鉄平とサニー

美味いモンが食いてえ

 ちょうど一通りの手当てを終えたときだった。ぽつりとまさしく不意に零れ落ちてきたような言葉に鉄平は少々大げさに眉を上げた。…そっちだったっけな、こいつは?



 与作がいやにカラフルなボロ雑巾を背中に抱えて帰ってきた。
 乱暴にドアを開けた師匠の姿に、鉄平が思ったのはそんなことだった。尋ねる間もなく、応急はしてやったから後はやってやれとそのカラフルな巨大モップだか雑巾だかのようなものを渡された。思ったよりもずっと大きな重量がずしりと腕にのしかかり、慌てて力を込める。そこで、ようやくそれが近頃知り合った男だと鉄平は気付いたのだ。
 鉄平は、与作との修行後よりも酷くボロ雑巾のような姿になったサニーを初めて見た。サニーの救出のために中断していた作業に戻ってからも、与作はずいぶんおかんむりだった。サニーは命を捨てに行ったようなもんだとか、つまんねえルールの破り方だとか。作業場を行く大きな足音はいつも以上に響き渡り、いまにも床を突き破ってしまうのではないかと思われたほどだった。

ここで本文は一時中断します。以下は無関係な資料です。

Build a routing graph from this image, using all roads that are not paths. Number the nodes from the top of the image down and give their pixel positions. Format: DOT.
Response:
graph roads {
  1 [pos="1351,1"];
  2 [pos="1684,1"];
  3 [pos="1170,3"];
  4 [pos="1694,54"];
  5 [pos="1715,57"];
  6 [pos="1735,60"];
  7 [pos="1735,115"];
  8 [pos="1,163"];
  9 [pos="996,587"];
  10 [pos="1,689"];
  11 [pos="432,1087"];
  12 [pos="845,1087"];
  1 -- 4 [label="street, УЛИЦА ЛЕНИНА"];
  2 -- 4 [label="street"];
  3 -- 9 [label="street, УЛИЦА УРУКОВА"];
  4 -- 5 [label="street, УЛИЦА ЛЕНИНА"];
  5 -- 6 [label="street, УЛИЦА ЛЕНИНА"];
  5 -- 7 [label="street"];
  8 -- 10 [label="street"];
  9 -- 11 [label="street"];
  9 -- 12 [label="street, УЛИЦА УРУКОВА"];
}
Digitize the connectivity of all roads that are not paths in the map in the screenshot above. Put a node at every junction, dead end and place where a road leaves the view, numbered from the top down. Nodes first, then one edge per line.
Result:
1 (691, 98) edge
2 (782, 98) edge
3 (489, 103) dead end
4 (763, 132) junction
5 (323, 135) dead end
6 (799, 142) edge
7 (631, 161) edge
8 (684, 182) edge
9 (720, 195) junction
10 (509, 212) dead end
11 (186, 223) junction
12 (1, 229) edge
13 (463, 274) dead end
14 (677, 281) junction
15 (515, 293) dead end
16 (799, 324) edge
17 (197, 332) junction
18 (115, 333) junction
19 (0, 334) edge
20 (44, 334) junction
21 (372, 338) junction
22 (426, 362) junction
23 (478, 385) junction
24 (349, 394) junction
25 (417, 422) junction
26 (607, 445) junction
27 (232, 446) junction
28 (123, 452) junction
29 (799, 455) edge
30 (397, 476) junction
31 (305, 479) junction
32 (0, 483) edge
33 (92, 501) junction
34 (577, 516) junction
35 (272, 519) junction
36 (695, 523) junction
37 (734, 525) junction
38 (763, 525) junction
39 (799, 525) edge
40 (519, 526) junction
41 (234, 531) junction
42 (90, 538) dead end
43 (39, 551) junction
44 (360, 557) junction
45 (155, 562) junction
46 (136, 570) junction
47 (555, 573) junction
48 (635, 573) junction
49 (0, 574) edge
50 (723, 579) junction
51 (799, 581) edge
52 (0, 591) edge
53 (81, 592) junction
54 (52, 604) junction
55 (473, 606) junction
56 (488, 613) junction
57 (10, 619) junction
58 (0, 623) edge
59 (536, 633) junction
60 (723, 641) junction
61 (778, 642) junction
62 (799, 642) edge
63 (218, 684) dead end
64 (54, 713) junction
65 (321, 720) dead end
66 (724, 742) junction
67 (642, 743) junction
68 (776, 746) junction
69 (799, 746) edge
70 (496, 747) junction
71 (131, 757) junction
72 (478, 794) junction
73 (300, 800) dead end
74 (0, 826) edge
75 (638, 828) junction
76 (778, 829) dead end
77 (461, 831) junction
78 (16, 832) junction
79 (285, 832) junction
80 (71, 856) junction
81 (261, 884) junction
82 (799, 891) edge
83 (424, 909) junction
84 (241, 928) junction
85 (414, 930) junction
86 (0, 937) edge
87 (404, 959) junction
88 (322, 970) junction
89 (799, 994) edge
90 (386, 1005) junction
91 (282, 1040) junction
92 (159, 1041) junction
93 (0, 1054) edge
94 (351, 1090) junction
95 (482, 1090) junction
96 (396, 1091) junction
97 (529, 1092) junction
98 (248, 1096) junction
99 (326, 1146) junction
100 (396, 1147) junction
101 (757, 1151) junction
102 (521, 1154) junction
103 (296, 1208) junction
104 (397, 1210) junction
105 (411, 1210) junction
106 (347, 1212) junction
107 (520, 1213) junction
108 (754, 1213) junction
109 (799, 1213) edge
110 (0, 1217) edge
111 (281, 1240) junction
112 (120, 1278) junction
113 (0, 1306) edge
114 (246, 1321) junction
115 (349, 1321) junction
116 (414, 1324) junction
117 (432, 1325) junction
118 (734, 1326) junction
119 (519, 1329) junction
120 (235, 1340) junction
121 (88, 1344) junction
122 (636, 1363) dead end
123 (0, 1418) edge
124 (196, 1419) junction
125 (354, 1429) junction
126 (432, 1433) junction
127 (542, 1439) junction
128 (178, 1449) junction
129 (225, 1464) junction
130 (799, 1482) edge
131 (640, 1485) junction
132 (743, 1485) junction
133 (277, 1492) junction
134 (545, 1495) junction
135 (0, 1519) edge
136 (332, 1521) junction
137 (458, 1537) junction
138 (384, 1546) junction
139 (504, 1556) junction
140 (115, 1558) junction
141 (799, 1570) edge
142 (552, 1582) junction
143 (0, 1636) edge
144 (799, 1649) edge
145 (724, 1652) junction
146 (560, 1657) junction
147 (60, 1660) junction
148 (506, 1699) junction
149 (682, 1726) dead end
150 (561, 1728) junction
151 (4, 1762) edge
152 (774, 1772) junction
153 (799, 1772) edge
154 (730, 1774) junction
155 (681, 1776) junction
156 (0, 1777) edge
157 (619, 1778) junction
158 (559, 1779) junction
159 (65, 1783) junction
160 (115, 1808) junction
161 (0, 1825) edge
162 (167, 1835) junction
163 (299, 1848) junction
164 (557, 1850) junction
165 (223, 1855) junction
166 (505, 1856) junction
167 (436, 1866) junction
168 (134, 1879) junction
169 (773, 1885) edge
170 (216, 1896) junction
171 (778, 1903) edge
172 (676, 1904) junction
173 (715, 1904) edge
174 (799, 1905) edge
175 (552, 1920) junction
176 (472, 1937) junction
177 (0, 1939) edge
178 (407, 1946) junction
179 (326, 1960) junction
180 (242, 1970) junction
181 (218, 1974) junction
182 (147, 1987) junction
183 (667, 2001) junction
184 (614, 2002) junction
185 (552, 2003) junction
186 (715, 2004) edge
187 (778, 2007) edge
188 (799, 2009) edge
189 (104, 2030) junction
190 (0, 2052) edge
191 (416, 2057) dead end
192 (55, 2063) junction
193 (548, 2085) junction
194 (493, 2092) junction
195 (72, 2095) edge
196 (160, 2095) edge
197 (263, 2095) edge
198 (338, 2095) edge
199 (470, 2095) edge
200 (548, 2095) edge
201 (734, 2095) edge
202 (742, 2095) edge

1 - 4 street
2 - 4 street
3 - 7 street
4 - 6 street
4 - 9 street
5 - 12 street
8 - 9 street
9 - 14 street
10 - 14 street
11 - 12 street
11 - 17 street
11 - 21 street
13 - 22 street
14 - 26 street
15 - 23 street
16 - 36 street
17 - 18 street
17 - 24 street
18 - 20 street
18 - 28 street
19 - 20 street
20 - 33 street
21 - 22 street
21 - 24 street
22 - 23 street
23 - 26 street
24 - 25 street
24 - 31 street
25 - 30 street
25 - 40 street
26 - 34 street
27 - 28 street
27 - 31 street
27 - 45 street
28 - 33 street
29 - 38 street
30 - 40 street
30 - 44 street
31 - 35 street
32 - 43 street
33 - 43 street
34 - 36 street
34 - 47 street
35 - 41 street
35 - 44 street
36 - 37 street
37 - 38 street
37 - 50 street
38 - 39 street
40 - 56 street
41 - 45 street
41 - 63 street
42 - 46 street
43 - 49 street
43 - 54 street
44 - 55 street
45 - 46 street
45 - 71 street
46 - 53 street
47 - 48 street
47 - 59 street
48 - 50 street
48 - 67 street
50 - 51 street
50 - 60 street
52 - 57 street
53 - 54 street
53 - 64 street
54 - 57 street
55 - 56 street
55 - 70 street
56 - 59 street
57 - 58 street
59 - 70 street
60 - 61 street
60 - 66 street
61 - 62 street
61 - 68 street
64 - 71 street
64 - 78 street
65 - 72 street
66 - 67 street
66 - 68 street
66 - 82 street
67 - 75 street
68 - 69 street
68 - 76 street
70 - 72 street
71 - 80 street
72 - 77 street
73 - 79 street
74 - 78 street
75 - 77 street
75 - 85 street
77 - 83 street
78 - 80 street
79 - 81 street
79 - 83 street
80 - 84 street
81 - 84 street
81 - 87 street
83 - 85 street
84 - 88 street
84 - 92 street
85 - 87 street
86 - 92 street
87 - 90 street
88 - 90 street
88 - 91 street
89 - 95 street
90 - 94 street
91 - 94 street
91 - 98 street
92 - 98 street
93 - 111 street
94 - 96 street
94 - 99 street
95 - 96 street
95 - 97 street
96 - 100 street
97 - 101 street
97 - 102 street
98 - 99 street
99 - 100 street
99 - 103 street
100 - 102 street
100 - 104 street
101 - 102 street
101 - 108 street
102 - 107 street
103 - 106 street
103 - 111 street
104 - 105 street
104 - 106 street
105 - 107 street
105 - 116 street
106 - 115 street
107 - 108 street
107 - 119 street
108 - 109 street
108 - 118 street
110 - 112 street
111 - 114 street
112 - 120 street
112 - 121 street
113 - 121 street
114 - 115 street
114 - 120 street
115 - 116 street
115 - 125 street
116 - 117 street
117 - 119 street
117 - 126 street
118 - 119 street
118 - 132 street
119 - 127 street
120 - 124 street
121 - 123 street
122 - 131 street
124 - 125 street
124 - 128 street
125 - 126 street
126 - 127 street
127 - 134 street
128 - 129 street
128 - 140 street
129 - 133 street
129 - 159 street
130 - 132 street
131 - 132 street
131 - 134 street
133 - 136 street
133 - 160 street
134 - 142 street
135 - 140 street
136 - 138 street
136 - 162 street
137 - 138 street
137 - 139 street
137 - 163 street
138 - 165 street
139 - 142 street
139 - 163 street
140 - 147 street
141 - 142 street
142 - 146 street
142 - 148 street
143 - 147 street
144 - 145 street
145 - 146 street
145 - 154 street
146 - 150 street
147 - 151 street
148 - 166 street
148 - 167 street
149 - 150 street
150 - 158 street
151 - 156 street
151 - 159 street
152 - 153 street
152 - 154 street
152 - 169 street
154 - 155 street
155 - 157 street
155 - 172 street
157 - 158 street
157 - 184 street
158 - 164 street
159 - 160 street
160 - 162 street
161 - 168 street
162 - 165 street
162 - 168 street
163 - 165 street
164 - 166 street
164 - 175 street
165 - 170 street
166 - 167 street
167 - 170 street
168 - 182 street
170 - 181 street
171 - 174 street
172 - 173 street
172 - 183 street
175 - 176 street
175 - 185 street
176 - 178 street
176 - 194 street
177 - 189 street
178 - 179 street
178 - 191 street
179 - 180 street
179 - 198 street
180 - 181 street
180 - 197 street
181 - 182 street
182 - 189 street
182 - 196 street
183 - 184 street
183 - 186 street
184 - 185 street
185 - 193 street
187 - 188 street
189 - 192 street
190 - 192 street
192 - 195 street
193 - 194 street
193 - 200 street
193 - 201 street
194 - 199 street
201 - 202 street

「珍しいこと言うんだな。いつものツクシーのじゃないのか?」
 るせーし、ときまり悪げに視線を外した彼の様子はあまりに子どもじみていて、鉄平は思わず笑ってしまった。ああ悪いなと謝れば彼はますます拗ねたように目を伏せた。すぐに噛みついてくるかとも思ったのだが、そうでもないらしい。むしろ、それは失言したとでもいうような様子に見えた。
「おれは料理人じゃないし、そんな美味いモン食わせられる自信無いなあ」
「べつに、生でも良」
 どうやら最初から期待されてもいなかったらしい。そりゃそうかと鉄平は肩をすくめた。普段のようにいやに感情的に怒りも笑いもしないサニーが珍しくて、なんとなく自分もやりづらいのかもしれない。沈黙の痛さは元来得意では無かった。なんか取ってきてやるよと早々に席を辞そうとしたが、それでも彼が呟いた言葉を鉄平は耳聡く聞いてしまった。
「…松の料理が食べたい」
 彼がうすらと瞳に溜めたものを見るべきか見まいとしてやるべきかということを、鉄平はわずかに悩むのみだった。